Genitourinary System: In men. Prepubertal: Phallic enlargement and increased frequency of erections.
Postpubertal: Inhibition of testicular function, testicular atrophy and oligospermia, impotence, chronic priapism, epididymitis and bladder irritability.
In women: Clitoral enlargement, menstrual irregularities.
In both sexes: Increased or decreased libido.
CNS: Habituation, excitation, insomnia, depression.
Gastrointestinal: Nausea, vomiting, diarrhea.
Hematologic: Bleeding in patients on concomitant anticoagulant therapy.
Larynx: Deepening of the voice in women.
Hair: Hirsutism and male pattern baldness in women.
Skin: Acne (especially in women and prepubertal boys).
Skeletal: Premature closure of epiphyses in children (see PRECAUTIONS, Pediatric Use ).
Fluid and Electrolytes: Edema, retention of serum electrolytes (sodium, chloride, potassium, phosphate, calcium).

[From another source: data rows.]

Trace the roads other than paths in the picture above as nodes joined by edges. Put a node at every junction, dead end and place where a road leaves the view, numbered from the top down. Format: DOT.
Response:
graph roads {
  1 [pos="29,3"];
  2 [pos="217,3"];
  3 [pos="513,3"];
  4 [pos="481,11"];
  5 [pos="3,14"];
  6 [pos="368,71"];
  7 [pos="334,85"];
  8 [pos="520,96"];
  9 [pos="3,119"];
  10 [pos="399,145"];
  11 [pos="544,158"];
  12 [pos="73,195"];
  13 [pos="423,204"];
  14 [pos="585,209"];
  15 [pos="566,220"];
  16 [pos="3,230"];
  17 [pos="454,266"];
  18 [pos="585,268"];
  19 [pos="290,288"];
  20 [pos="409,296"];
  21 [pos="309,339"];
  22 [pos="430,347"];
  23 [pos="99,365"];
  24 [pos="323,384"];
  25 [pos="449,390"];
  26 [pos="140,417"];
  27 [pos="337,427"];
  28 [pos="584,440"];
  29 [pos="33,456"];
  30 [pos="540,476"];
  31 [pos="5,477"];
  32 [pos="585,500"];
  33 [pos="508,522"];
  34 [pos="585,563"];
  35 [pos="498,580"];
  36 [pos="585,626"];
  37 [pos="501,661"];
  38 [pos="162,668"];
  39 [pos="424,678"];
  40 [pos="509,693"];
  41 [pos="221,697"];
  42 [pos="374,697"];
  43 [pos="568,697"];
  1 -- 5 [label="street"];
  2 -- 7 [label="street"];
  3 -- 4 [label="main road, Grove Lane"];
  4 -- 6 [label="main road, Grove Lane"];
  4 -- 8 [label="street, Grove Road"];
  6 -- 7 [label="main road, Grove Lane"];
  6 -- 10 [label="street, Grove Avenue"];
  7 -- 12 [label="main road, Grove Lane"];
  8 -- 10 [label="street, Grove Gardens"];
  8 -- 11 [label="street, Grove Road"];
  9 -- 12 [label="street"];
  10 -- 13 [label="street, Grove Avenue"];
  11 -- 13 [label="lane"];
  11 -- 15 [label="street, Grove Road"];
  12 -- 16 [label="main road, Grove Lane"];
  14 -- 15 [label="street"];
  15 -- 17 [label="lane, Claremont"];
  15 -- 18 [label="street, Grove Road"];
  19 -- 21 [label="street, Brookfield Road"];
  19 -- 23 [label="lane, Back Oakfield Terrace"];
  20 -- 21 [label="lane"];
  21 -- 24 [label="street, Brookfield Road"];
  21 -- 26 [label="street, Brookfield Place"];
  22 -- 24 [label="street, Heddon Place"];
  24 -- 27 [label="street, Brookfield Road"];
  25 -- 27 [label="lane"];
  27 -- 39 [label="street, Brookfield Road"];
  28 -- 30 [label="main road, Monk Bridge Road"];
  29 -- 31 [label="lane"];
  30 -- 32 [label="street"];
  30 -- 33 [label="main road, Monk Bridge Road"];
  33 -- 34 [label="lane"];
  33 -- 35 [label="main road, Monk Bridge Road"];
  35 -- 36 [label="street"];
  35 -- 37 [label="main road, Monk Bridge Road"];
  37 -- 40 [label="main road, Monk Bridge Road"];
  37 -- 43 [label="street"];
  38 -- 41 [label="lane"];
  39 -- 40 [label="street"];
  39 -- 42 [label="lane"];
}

Metabolic/Endocrine: Decreased glucose tolerance (see PRECAUTIONS), increased serum levels of low-density lipoproteins and decreased levels of high-density lipoproteins (see PRECAUTIONS, Laboratory Tests ), increased creatine and creatinine excretion, increased serum levels of creatinine phosphokinase (CPK).

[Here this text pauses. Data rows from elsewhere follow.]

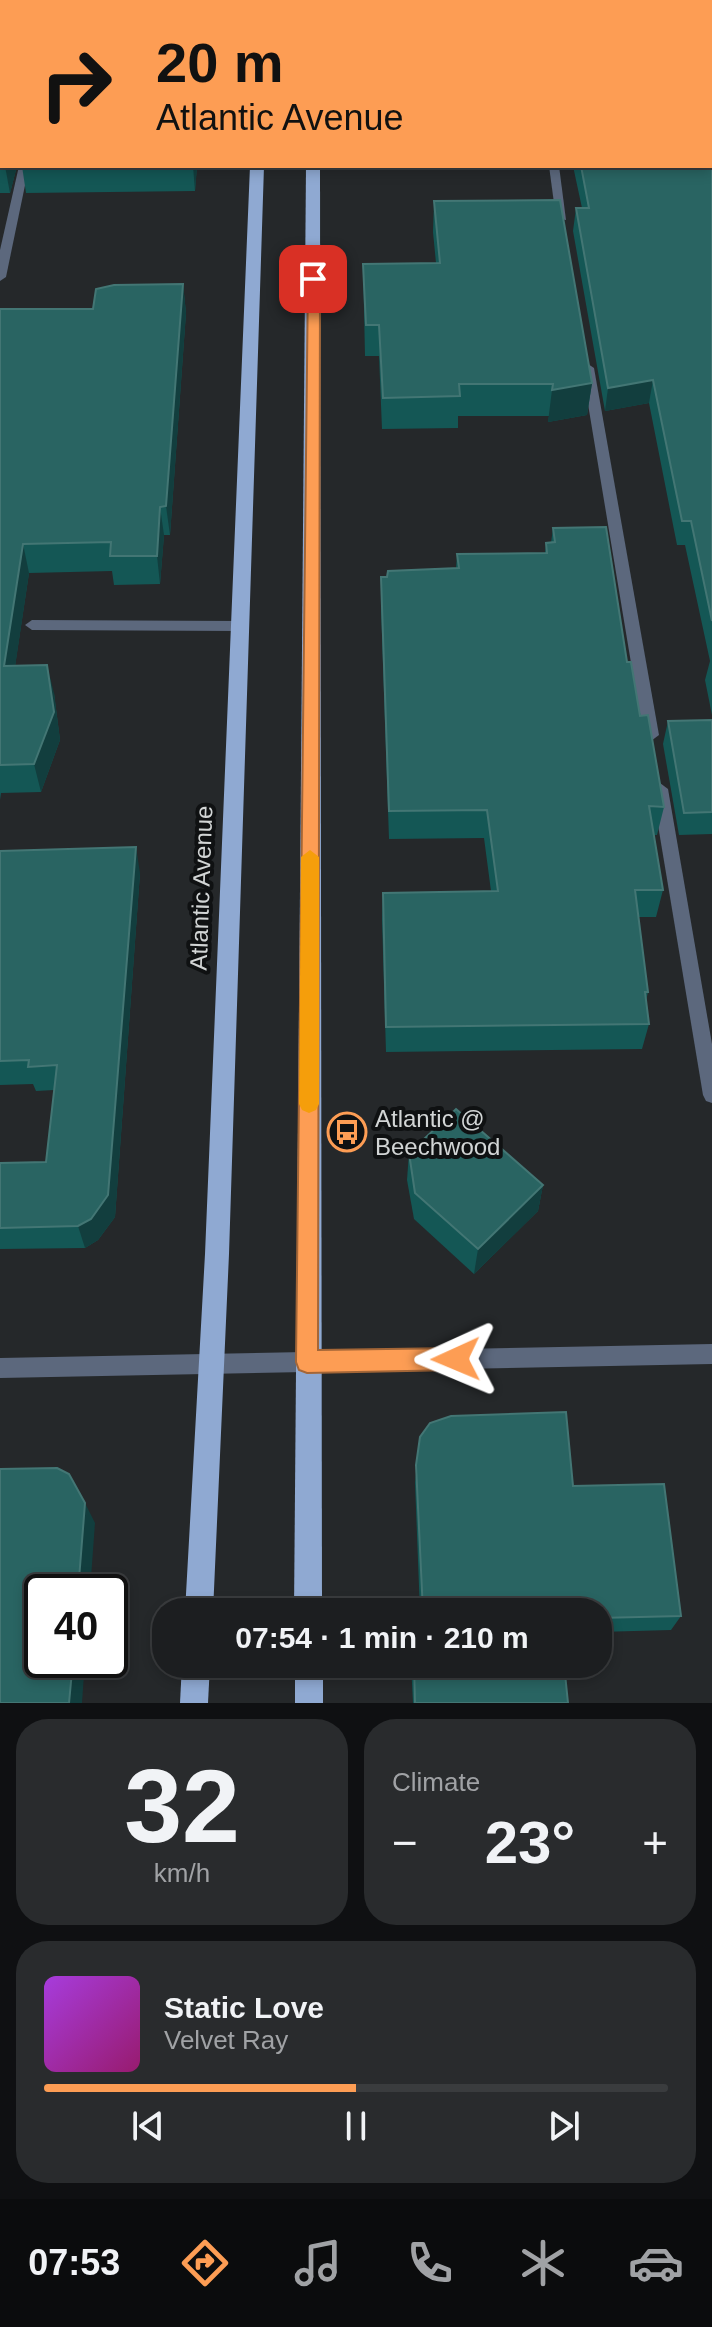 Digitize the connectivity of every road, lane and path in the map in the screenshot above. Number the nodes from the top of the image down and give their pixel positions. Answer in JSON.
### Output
{"nodes":[{"id":1,"x":24,"y":168,"type":"edge"},
{"id":2,"x":257,"y":168,"type":"edge"},
{"id":3,"x":313,"y":168,"type":"edge"},
{"id":4,"x":554,"y":168,"type":"edge"},
{"id":5,"x":564,"y":229,"type":"edge"},
{"id":6,"x":0,"y":277,"type":"edge"},
{"id":7,"x":586,"y":355,"type":"edge"},
{"id":8,"x":32,"y":625,"type":"dead end"},
{"id":9,"x":239,"y":626,"type":"junction"},
{"id":10,"x":653,"y":749,"type":"edge"},
{"id":11,"x":658,"y":780,"type":"edge"},
{"id":12,"x":712,"y":1095,"type":"edge"},
{"id":13,"x":712,"y":1354,"type":"edge"},
{"id":14,"x":307,"y":1362,"type":"junction"},
{"id":15,"x":212,"y":1363,"type":"junction"},
{"id":16,"x":0,"y":1368,"type":"edge"},
{"id":17,"x":200,"y":1598,"type":"edge"},
{"id":18,"x":308,"y":1598,"type":"edge"},
{"id":19,"x":195,"y":1678,"type":"edge"},
{"id":20,"x":309,"y":1678,"type":"edge"},
{"id":21,"x":194,"y":1703,"type":"edge"},
{"id":22,"x":309,"y":1703,"type":"edge"}],
"edges":[{"from":1,"to":6,"type":"street"},
{"from":2,"to":9,"type":"main road","name":"Atlantic Avenue"},
{"from":3,"to":14,"type":"main road"},
{"from":4,"to":5,"type":"street"},
{"from":7,"to":10,"type":"street"},
{"from":8,"to":9,"type":"street"},
{"from":9,"to":15,"type":"main road","name":"Atlantic Avenue"},
{"from":11,"to":12,"type":"street"},
{"from":13,"to":14,"type":"street"},
{"from":14,"to":15,"type":"street"},
{"from":14,"to":18,"type":"main road"},
{"from":15,"to":16,"type":"street"},
{"from":15,"to":17,"type":"main road","name":"Atlantic Avenue"},
{"from":19,"to":21,"type":"main road"},
{"from":20,"to":22,"type":"main road"}]}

Some virilizing changes in women are irreversible even after prompt discontinuance of therapy and are not prevented by concomitant use of estrogens (see PRECAUTIONS).
DRUG ABUSE AND DEPENDENCE
Controlled Substance Class: WINSTROL (anabolic steroids) is classified as a controlled substance under the Anabolic Steroids Control Act of 1990 and has been assigned to Schedule III.